I was on thin ice again.

"Do you remember Billy Harper, at Shanghai?" I queried back at him quickly.

That aged sailorman worked hard to recollect, but the Billy Harper of my imagination was beyond his faded memory.

"Of course you remember Billy Harper," I insisted. "Everybody knows him. He's been there forty years. Well, he's still there, that's all."

And then the miracle happened. The sailorman remembered Billy Harper. Perhaps there was a Billy Harper, and perhaps he had been in Shanghai for forty years and was still there; but it was news to me.

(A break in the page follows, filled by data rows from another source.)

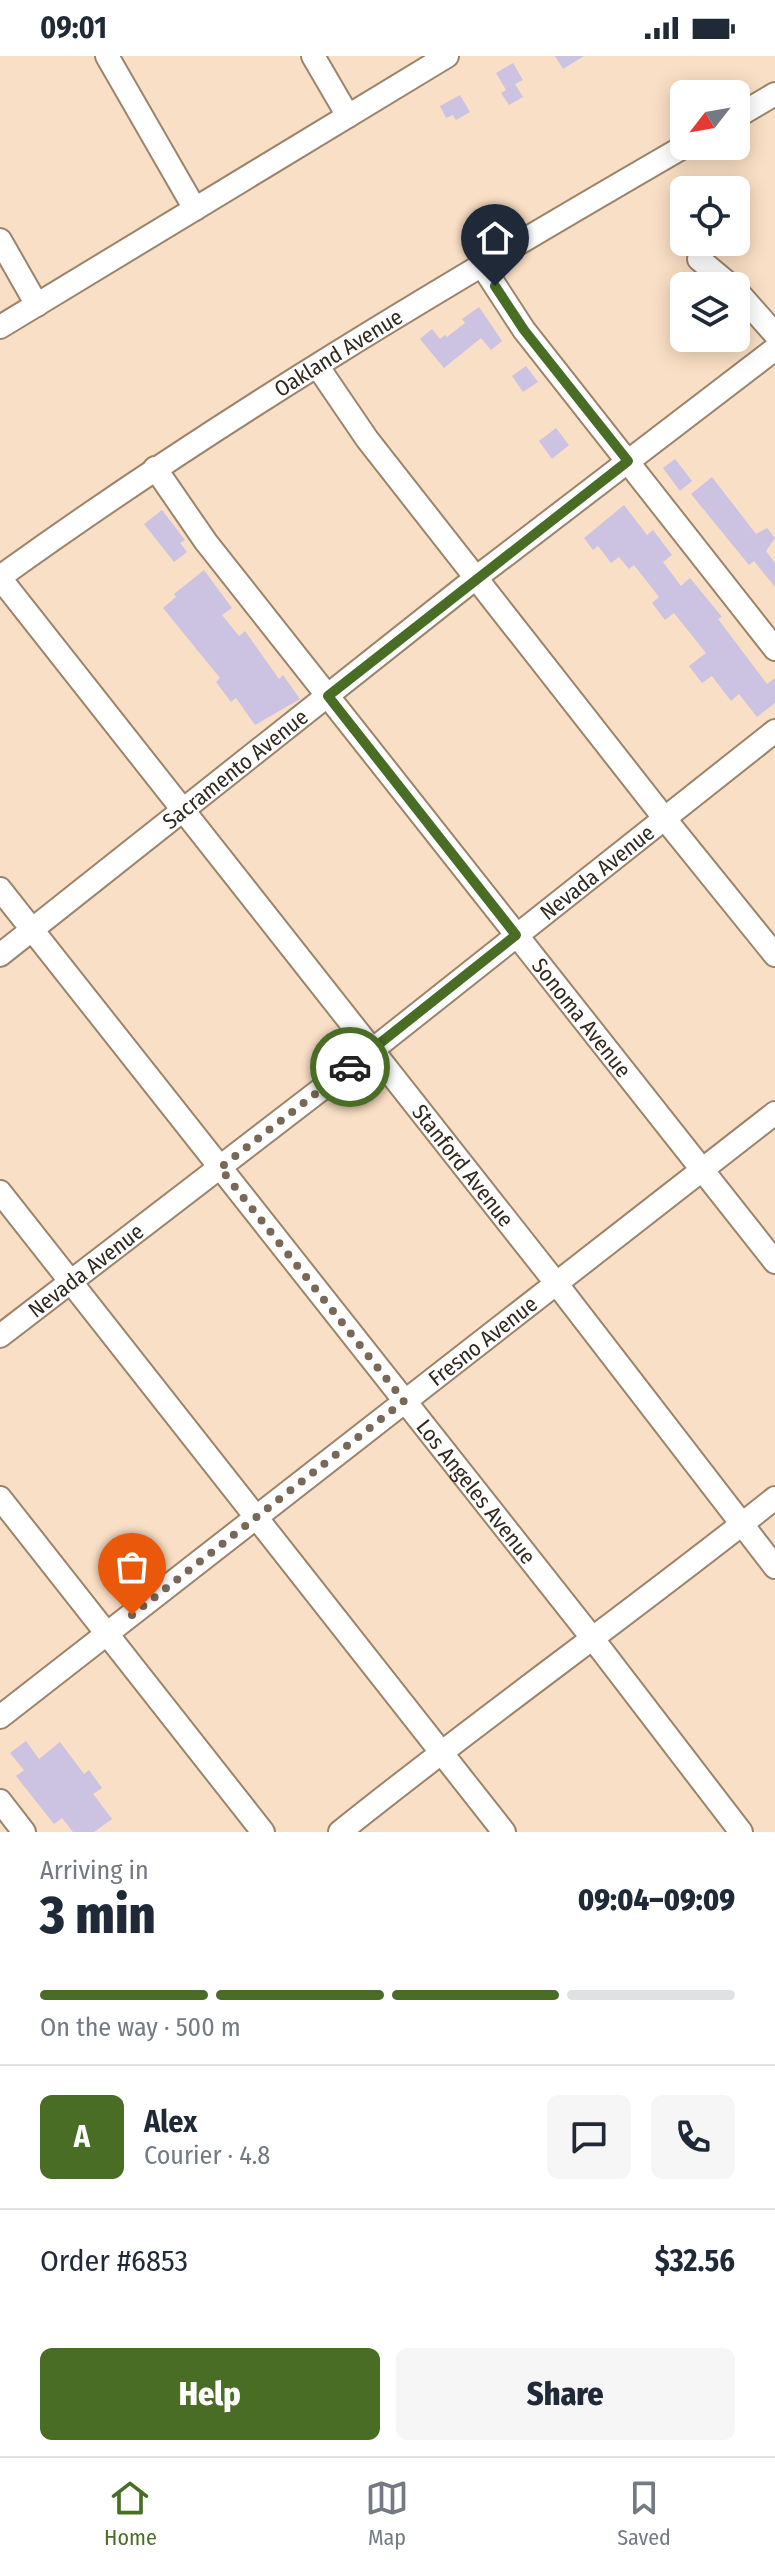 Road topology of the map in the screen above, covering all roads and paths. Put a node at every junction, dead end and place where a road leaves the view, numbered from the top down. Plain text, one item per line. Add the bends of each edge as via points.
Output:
1 (107, 56) edge
2 (313, 56) edge
3 (447, 56) edge
4 (775, 94) edge
5 (750, 109) edge
6 (348, 116) junction
7 (670, 155) edge
8 (195, 209) junction
9 (0, 240) edge
10 (699, 259) dead end
11 (481, 264) junction
12 (714, 272) edge
13 (37, 305) junction
14 (750, 306) edge
15 (0, 327) edge
16 (775, 334) edge
17 (775, 349) edge
18 (318, 367) junction
19 (628, 461) junction
20 (155, 468) junction
21 (0, 577) edge
22 (477, 577) junction
23 (775, 649) edge
24 (328, 696) junction
25 (775, 731) edge
26 (182, 810) junction
27 (665, 819) junction
28 (0, 889) edge
29 (33, 930) junction
30 (516, 935) junction
31 (0, 955) edge
32 (775, 955) edge
33 (371, 1051) junction
34 (775, 1113) edge
35 (220, 1168) junction
36 (700, 1171) junction
37 (0, 1192) edge
38 (775, 1262) edge
39 (70, 1282) junction
40 (556, 1283) junction
41 (0, 1336) edge
42 (404, 1401) junction
43 (0, 1498) edge
44 (775, 1498) edge
45 (257, 1516) junction
46 (742, 1524) junction
47 (775, 1567) edge
48 (107, 1634) junction
49 (593, 1639) junction
50 (0, 1717) edge
51 (441, 1751) junction
52 (0, 1801) edge
53 (24, 1832) edge
54 (263, 1832) edge
55 (340, 1832) edge
56 (504, 1832) edge
57 (741, 1832) edge

1 - 8 street
2 - 6 street
3 - 6 street
4 - 5 street
6 - 8 street
7 - 11 street, Oakland Avenue
8 - 13 street
9 - 13 street
10 - 12 street
11 - 18 street, Oakland Avenue
11 - 19 street via 524,330
13 - 15 street
14 - 16 street
17 - 19 street, Sacramento Avenue
18 - 20 street, Oakland Avenue
18 - 22 street via 367,439
19 - 22 street, Sacramento Avenue
19 - 23 street
20 - 21 street, Oakland Avenue
20 - 24 street, Sonoma Avenue via 206,542
21 - 26 street, Stanford Avenue
22 - 24 street, Sacramento Avenue
22 - 27 street
24 - 26 street, Sacramento Avenue
24 - 30 street, Sonoma Avenue
25 - 27 street, Nevada Avenue
26 - 29 street, Sacramento Avenue
26 - 33 street, Stanford Avenue
27 - 30 street, Nevada Avenue
27 - 32 street
28 - 29 street, Los Angeles Avenue
29 - 31 street, Sacramento Avenue
29 - 35 street, Los Angeles Avenue
30 - 33 street, Nevada Avenue
30 - 36 street, Sonoma Avenue
33 - 35 street, Nevada Avenue
33 - 40 street, Stanford Avenue
34 - 36 street, Fresno Avenue
35 - 39 street, Nevada Avenue
35 - 42 street, Los Angeles Avenue
36 - 38 street, Sonoma Avenue
36 - 40 street, Fresno Avenue
37 - 39 street
39 - 41 street, Nevada Avenue
39 - 45 street
40 - 42 street, Fresno Avenue
40 - 46 street, Stanford Avenue
42 - 45 street, Fresno Avenue
42 - 49 street, Los Angeles Avenue
43 - 48 street
44 - 46 street
45 - 48 street, Fresno Avenue
45 - 51 street
46 - 47 street, Stanford Avenue
46 - 49 street
48 - 50 street, Fresno Avenue
48 - 54 street
49 - 51 street
49 - 57 street, Los Angeles Avenue
51 - 55 street
51 - 56 street
52 - 53 street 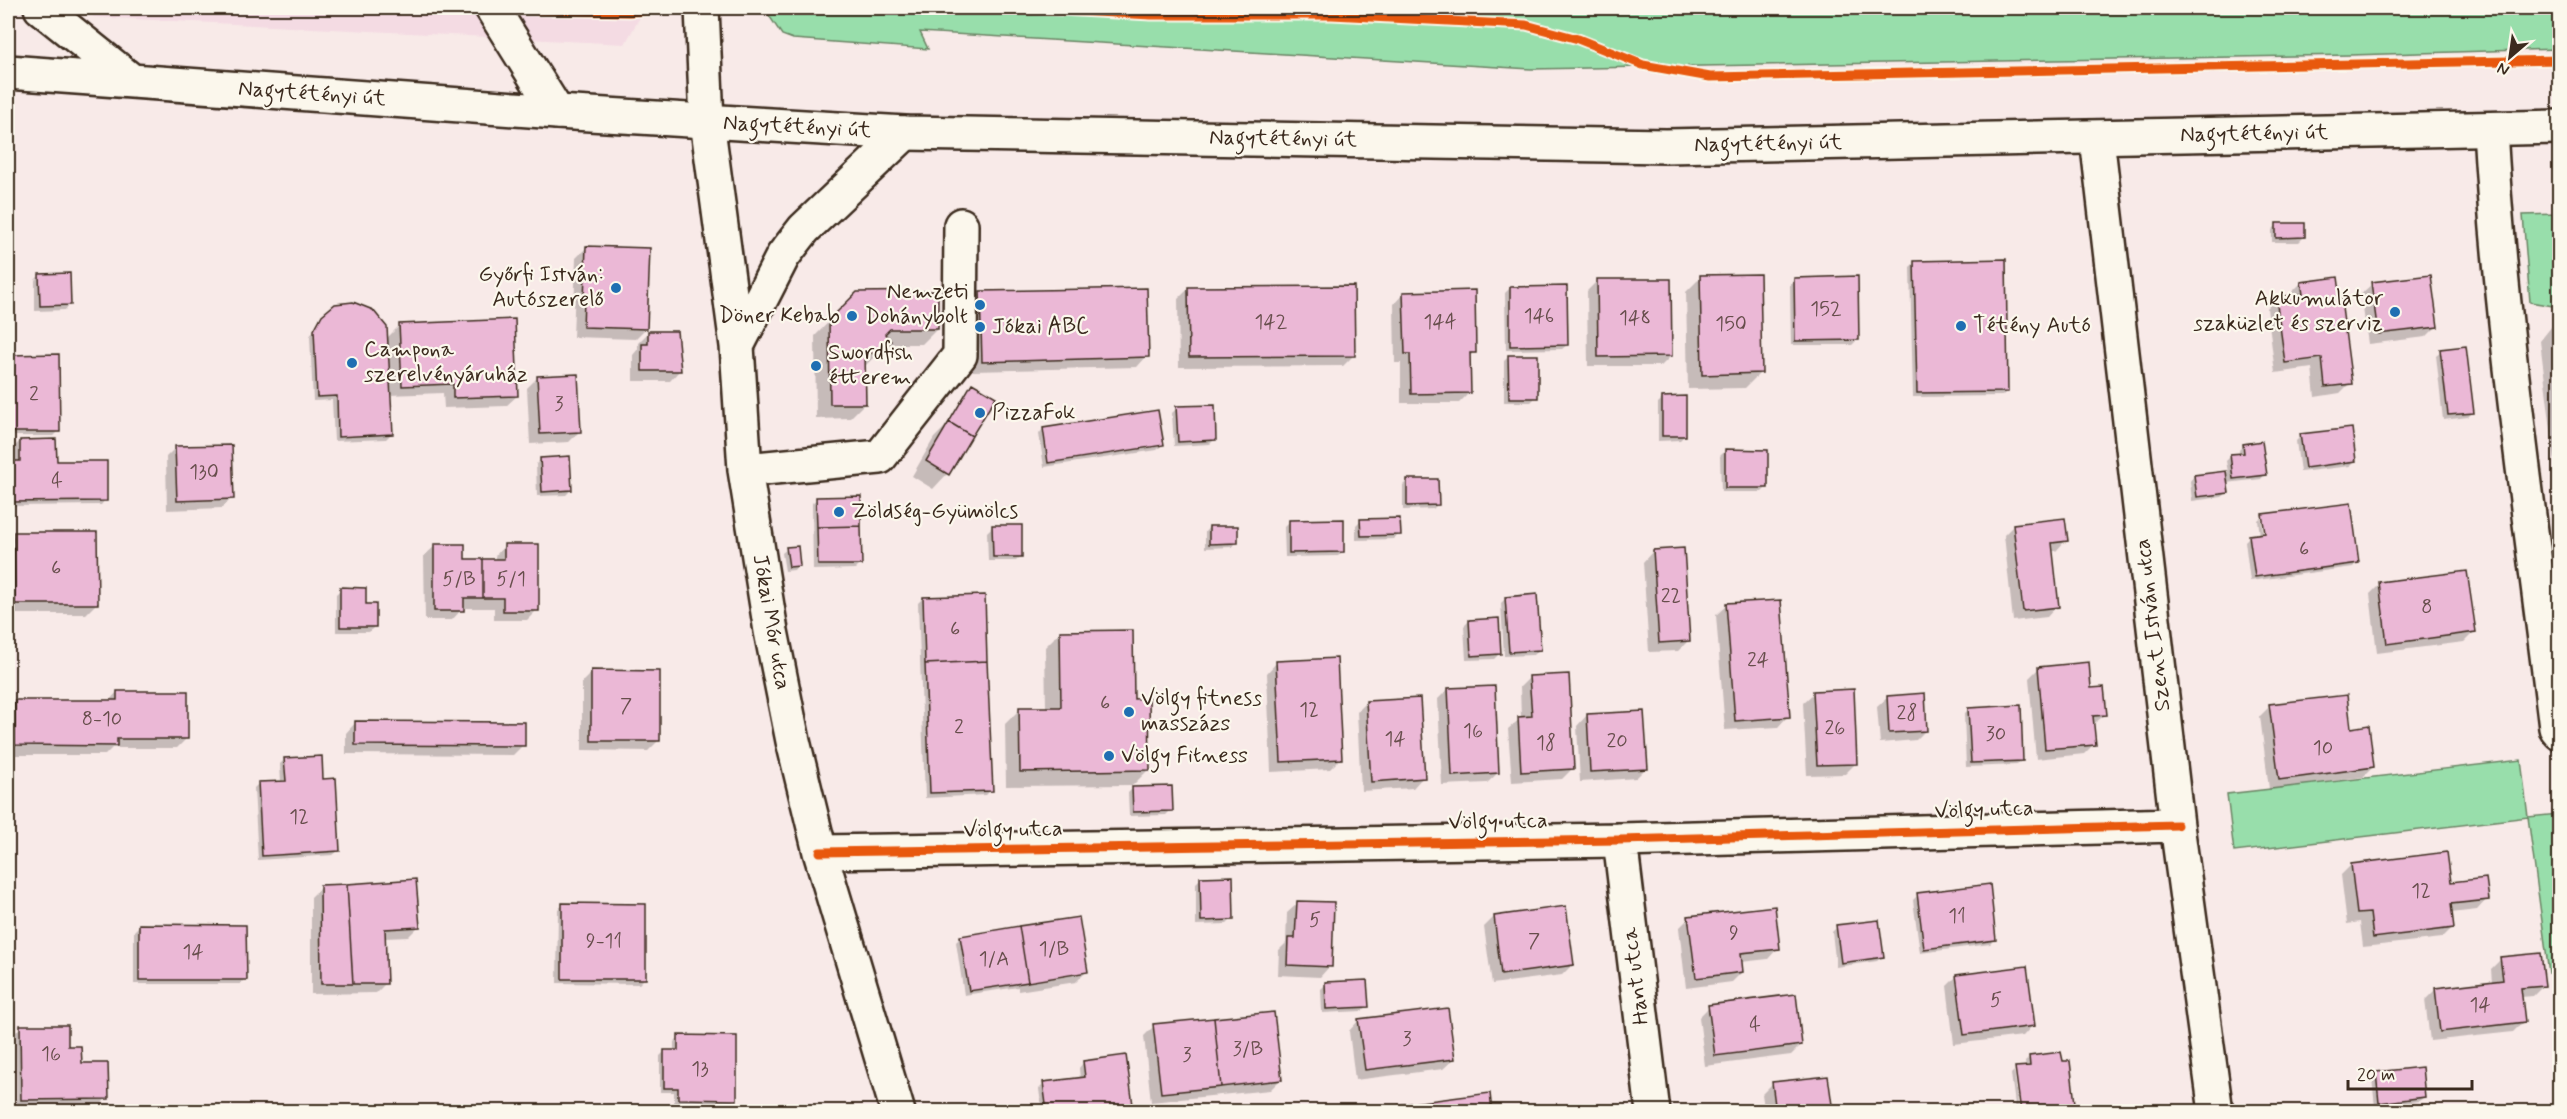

For fully half an hour longer, the sailorman and I talked on in similar fashion. In the end he told the policemen that I was what I represented myself to be, and after a night's lodging and a breakfast I was released to wander on westward to my married sister in San Francisco.

But to return to the woman in Reno who opened her door to me in the deepening twilight. At the first glimpse of her kindly face I took my cue. I became a sweet, innocent, unfortunate lad. I couldn't speak. I opened my mouth and closed it again. Never in my life before had I asked any one for food. My embarrassment was painful, extreme. I was ashamed. I, who looked upon begging as a delightful whimsicality, thumbed myself over into a true son of Mrs. Grundy, burdened with all her bourgeois morality. Only the harsh pangs of the belly-need could compel me to do so degraded and ignoble a thing as beg for food. And into my face I strove to throw all the wan wistfulness of famished and ingenuous youth unused to mendicancy.

"You are hungry, my poor boy," she said.